Not everything works here. The "Mellosmoothe" mix of Maxwell's "Sumthin' Sumthin' " works as backing music to the protagonists' first roll in the hay, but lacks something on its own. Cassie's "Girl" is shrill and too forceful for this crowd. And the Brand New Heavies' "I Like It," featuring their new vocalist, Siedah Garrett, doesn't work as well as Jamiroquai's "Virtual Insanity," which is used in the same party scene in the movie, but which isn't on the disc.

For the most part, the emerging genre of "urban alternative" has been better defined by what it's not: less street-obsessed than b-boy hip hop and less class-conscious than buppie R&B. However, those genres have a self-perpetuating authority that each of the contributors to the soundtrack lacks. Their individual recordings have been lauded as exceptions to the rule. By pulling them into one place, this disc seems to articulate a set of aesthetic principles for a movement.

-- Martin Johnson

OP8 Featuring the Ilk of Lisa Germano
(Thirsty Ear)

Just what is the mean distance between distorted guitar and easy listening? Howe Gelb is the desert-rat leader of a weird Arizona ensemble called Giant Sand; Lisa Germano is a former John Cougar Mellencamp sideperson, and currently a keening introvert. The first track of their collaborative album, Sand, may not be stretching out the measuring tape on purpose, but it certainly gives the impression that the distance isn't very far. OP8 opens with a low-mixed guitar squall that turns abruptly into brush beats on the snare and a tango-strummed acoustic. The same feedback returns to the mix here and there, but doesn't overwhelm the xylophones or mandolin. Germano, singing lines like "Young woman share your fire with me," in a low-pitched voice, is soon joined by Gelb -- singing the woman's parts. It all makes for excellent and hilarious novelty music -- but it's still more in the easy-music arena than that of rock. (I've heard that "Sand," a Lee Hazelwood tune, was also covered by EinstYrzende Neubauten, so the novelty value is well-established.)

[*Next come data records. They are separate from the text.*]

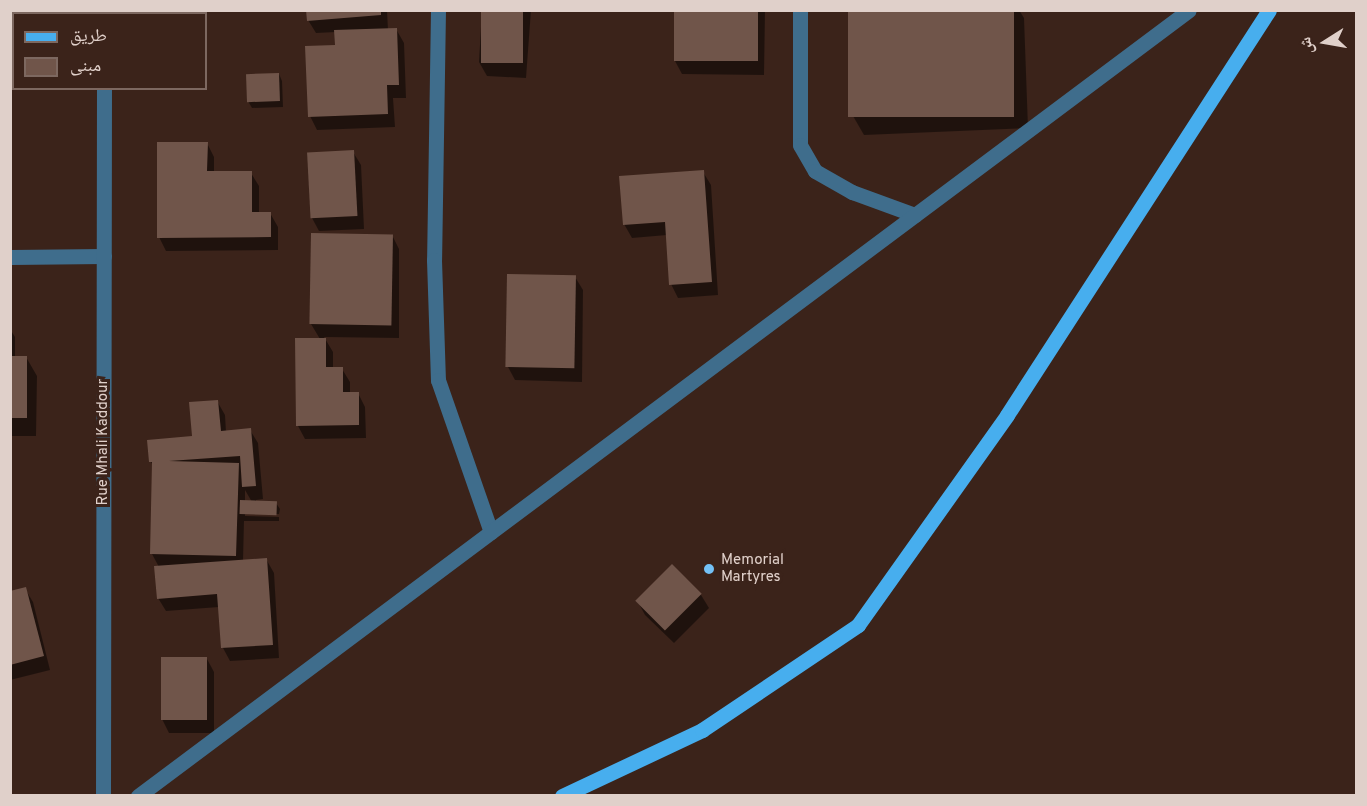 <!DOCTYPE html>
<html>
<head>
<meta charset="utf-8">
<style>
  body { margin:0 }
  #map { position:relative; width:1367px; height:806px; overflow:hidden; background:#3b231a; font-family:Overpass,"Noto Naskh Arabic",sans-serif }
  div>[style] { position:absolute }
  [style*='--x'] { left:calc(var(--x)*1px); top:calc(var(--y)*1px); width:calc(var(--w)*1px); rotate:calc(var(--a)*1deg) }
  .shadow>* { inset:0; background:#0007 }
  .building>* { inset:0; background:#70554a; transform-origin:0 0 }
  .minor>* { height:15px; margin:-7.5px; padding:0 7.5px; transform-origin:7.5px; border-radius:7.5px; background:#3f6d8c }
  .major>* { height:15px; margin:-7.5px; padding:0 7.5px; transform-origin:7.5px; border-radius:7.5px; background:#47aeee }
  .dots>* { width:16px; height:16px; translate:-50% -50%; box-sizing:border-box; border:3px solid #3b231a; border-radius:50% }
  span { translate:-50% -50%; white-space:nowrap; text-align:center; line-height:1.15; -webkit-text-stroke:6px #3b231a; paint-order:stroke }
  .street-label { font-size:15px; color:#e0d0ca }
  .poi-label { font-size:15px; color:#e0d0ca }
  .left { translate:0 -50%; text-align:left }
  .frame { position:absolute; inset:0; border:12px solid #e0d0ca; pointer-events:none }
  .legend { position:absolute; left:12px; top:12px; width:195px; height:78px; box-sizing:border-box; background:#3b231a; border:2px solid #7d6860; margin:0; padding:8px 10px; list-style:none; font-size:18px; color:#e0d0ca }
  .legend li { display:flex; align-items:center; gap:12px; height:30px }
  .legend b { width:30px; border:2px solid #7d6860 }
  .north { position:absolute; left:1295px; top:12px; width:60px; height:60px; -webkit-text-stroke:4px #3b231a; paint-order:stroke; rotate:259deg; font-size:16px; font-weight:700; line-height:24px; text-align:center; color:#e0d0ca }
  .north::after { content:''; display:block; margin:auto; width:21px; height:27px; background:#e0d0ca; clip-path:polygon(50% 0,100% 100%,50% 72%,0 100%) }
</style>
</head>
<body>
<div id="map">
  <div class="shadow">
    <div style="clip-path:polygon(10px 10px,14px 17px,14px 22px,10px 23px)"></div>
    <div style="clip-path:polygon(307px 10px,387px 10px,388px 30px,396px 29px,404px 43px,406px 98px,393px 98px,395px 127px,317px 130px,310px 116px,337px 46px,336px 32px,316px 33px,308px 20px)"></div>
    <div style="clip-path:polygon(482px 10px,531px 10px,526px 78px,487px 76px,479px 62px)"></div>
    <div style="clip-path:polygon(675px 10px,765px 10px,764px 75px,682px 74px,675px 61px)"></div>
    <div style="clip-path:polygon(850px 10px,1019px 10px,1024px 18px,1028px 128px,864px 135px,853px 116px)"></div>
    <div style="clip-path:polygon(279px 74px,282px 81px,283px 107px,252px 108px,248px 101px)"></div>
    <div style="clip-path:polygon(207px 143px,214px 157px,214px 173px,251px 173px,259px 186px,259px 214px,270px 213px,278px 227px,278px 250px,166px 251px,159px 237px)"></div>
    <div style="clip-path:polygon(353px 152px,361px 165px,364px 229px,319px 231px,312px 218px)"></div>
    <div style="clip-path:polygon(703px 172px,711px 185px,718px 295px,678px 298px,671px 284px,667px 235px,632px 238px,624px 224px)"></div>
    <div style="clip-path:polygon(392px 235px,399px 249px,399px 338px,324px 337px,333px 352px,333px 369px,342px 369px,350px 382px,350px 394px,358px 393px,365px 407px,366px 438px,305px 439px,298px 426px,296px 340px,320px 339px,311px 324px)"></div>
    <div style="clip-path:polygon(509px 275px,575px 277px,583px 290px,582px 382px,515px 380px,508px 367px)"></div>
    <div style="clip-path:polygon(10px 329px,15px 337px,15px 357px,26px 357px,37px 376px,36px 436px,10px 436px)"></div>
    <div style="clip-path:polygon(evenodd,217px 401px,225px 415px,226px 432px,250px 430px,258px 443px,263px 499px,256px 500px,256px 502px,276px 503px,280px 509px,279px 514px,245px 513px,245px 516px,279px 517px,279px 521px,244px 521px,243px 561px,266px 559px,274px 573px,279px 658px,230px 661px,223px 648px,219px 607px,166px 611px,158px 598px,159px 567px,152px 554px,154px 466px,151px 462px,194px 437px,217px 401px,245px 490px,252px 502px,245px 502px,245px 490px)"></div>
    <div style="clip-path:polygon(25px 589px,33px 602px,50px 670px,10px 680px,10px 593px)"></div>
    <div style="clip-path:polygon(701px 595px,709px 608px,674px 643px,645px 615px,638px 602px)"></div>
    <div style="clip-path:polygon(207px 659px,214px 672px,214px 733px,169px 733px,162px 719px)"></div>
  </div>
  <div class="building">
    <div style="clip-path:polygon(306px 10px,381px 10px,381px 15px,307px 21px)"></div>
    <div style="left:481px;top:10px;width:42px;height:53px"></div>
    <div style="left:674px;top:10px;width:84px;height:51px"></div>
    <div style="left:848px;top:10px;width:166px;height:107px"></div>
    <div style="clip-path:polygon(397px 28px,399px 85px,387px 85px,388px 114px,308px 117px,305px 46px,335px 45px,334px 30px)"></div>
    <div style="left:279px;top:73px;width:28px;height:33px;rotate:88deg"></div>
    <div style="clip-path:polygon(157px 142px,208px 142px,207px 171px,252px 171px,252px 212px,271px 212px,271px 237px,157px 238px)"></div>
    <div style="left:354px;top:150px;width:66px;height:47px;rotate:87deg"></div>
    <div style="clip-path:polygon(704px 170px,712px 282px,669px 285px,665px 222px,623px 225px,619px 176px)"></div>
    <div style="left:311px;top:233px;width:82px;height:91px;rotate:1deg"></div>
    <div style="left:507px;top:274px;width:69px;height:93px;rotate:1deg"></div>
    <div style="clip-path:polygon(295px 338px,326px 338px,326px 367px,343px 367px,343px 392px,359px 392px,359px 425px,296px 426px)"></div>
    <div style="left:10px;top:356px;width:17px;height:62px"></div>
    <div style="clip-path:polygon(218px 400px,221px 431px,251px 428px,256px 486px,242px 487px,240px 456px,169px 461px,239px 463px,236px 556px,150px 554px,152px 462px,149px 462px,147px 440px,192px 436px,189px 402px)"></div>
    <div style="left:240px;top:500px;width:37px;height:14px;rotate:2deg"></div>
    <div style="clip-path:polygon(267px 558px,273px 645px,221px 648px,217px 594px,157px 599px,154px 566px)"></div>
    <div style="left:672px;top:564px;width:42px;height:52px;rotate:45deg"></div>
    <div style="clip-path:polygon(26px 587px,44px 656px,10px 665px,10px 591px)"></div>
    <div style="left:161px;top:657px;width:46px;height:63px"></div>
  </div>
  <div class="minor">
    <div style="--x:104;--y:10;--w:4;--a:90"></div>
    <div style="--x:438;--y:10;--w:250;--a:90.9"></div>
    <div style="--x:434;--y:260;--w:120;--a:88.1"></div>
    <div style="--x:438;--y:380;--w:161;--a:70.8"></div>
    <div style="--x:800;--y:10;--w:135;--a:90"></div>
    <div style="--x:800;--y:145;--w:30;--a:60"></div>
    <div style="--x:815;--y:171;--w:43;--a:29.6"></div>
    <div style="--x:852;--y:192;--w:67;--a:20.1"></div>
    <div style="--x:10;--y:257;--w:94;--a:-0.6"></div>
    <div style="--x:103;--y:796;--w:708;--a:-89.92"></div>
    <div style="--x:138;--y:796;--w:1312;--a:-36.79"></div>
  </div>
  <div class="major">
    <div style="--x:562;--y:796;--w:155;--a:-25.2"></div>
    <div style="--x:702;--y:730;--w:188;--a:-33.9"></div>
    <div style="--x:858;--y:625;--w:257;--a:-54.6"></div>
    <div style="--x:1007;--y:415;--w:482;--a:-57.1"></div>
  </div>
  <div class="dots">
    <div style="left:709px;top:569px;background:#73c1f6"></div>
  </div>
  <div class="street-label">
    <span style="left:104px;top:442px;rotate:-90deg">Rue Mhali Kaddour</span>
  </div>
  <div class="poi-label">
    <span class="left" style="left:721px;top:569px">Memorial<br>Martyres</span>
  </div>
  <div class="frame"></div>
  <ul class="legend">
  <li><b style="height:8px;background:#47aeee"></b>طريق</li>
  <li><b style="height:16px;background:#70554a"></b>مبنى</li>
  </ul>
  <div class="north">ش</div>
</div>
</body>
</html>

And perhaps easy listening is the best thing to call OP8 -- but it's a wholly offbeat take on easy listening. While Gelb, as usual, throws in a number of unusual timbres -- like "Leather" 's glass harmonica, vibes, and cello -- all the consonance of adult contemporary programming is there. That's not to say OP8 isn't a wonderful album. It is. But these days, the freak-flag sounds of yore (like guitar distortion) are as easy on the ear as a hot-water bottle, soothing to an achy tummy. They're negligible to the market-driving youngsters who prefer techno. I'm sorry, "electronica." I enjoy OP8's wonderful gestures and orchestrations, square or not. Gosh, I guess I'm on the outs with rock.

On "If I Think of Love," Germano delivers two-note vocal phrases and words that could be placed in almost any configuration and still work: "Immature/ Senseless/ Simple/ Don't think/ Intimate/ Confident/ Infinite/ Lay off/ Disconnect/ Subtly/ Indifferent." The low-key and creepy "Leather," the chorus of which simply runs, "The wind turns the skin to leather," demonstrates that Gelb can still write off-the-cuff lyrics that suggest volumes of story material: "Well-versed in mechanics, she believes in the mechanical/ She relies on only what she can handle." Giant Sand bass player Joey Burns' "Lost in Space" offers syncopated strums against stripped but accent-loaded drum parts catchier than anything I've heard between a guitar and a traps kit in a long time. And the cover of granddaddy weirdo Neil Young's "Round and Round," with its bizarre array of strings and vibes and Germano's reverb-saddened voice, actually improves the original. Then again, that's admitting that I've actually heard the original. But I'm content to pass the wayside along with distorted guitar, because, frankly, Prodigy and their ilk sound just like dogshit might if you could plug it in.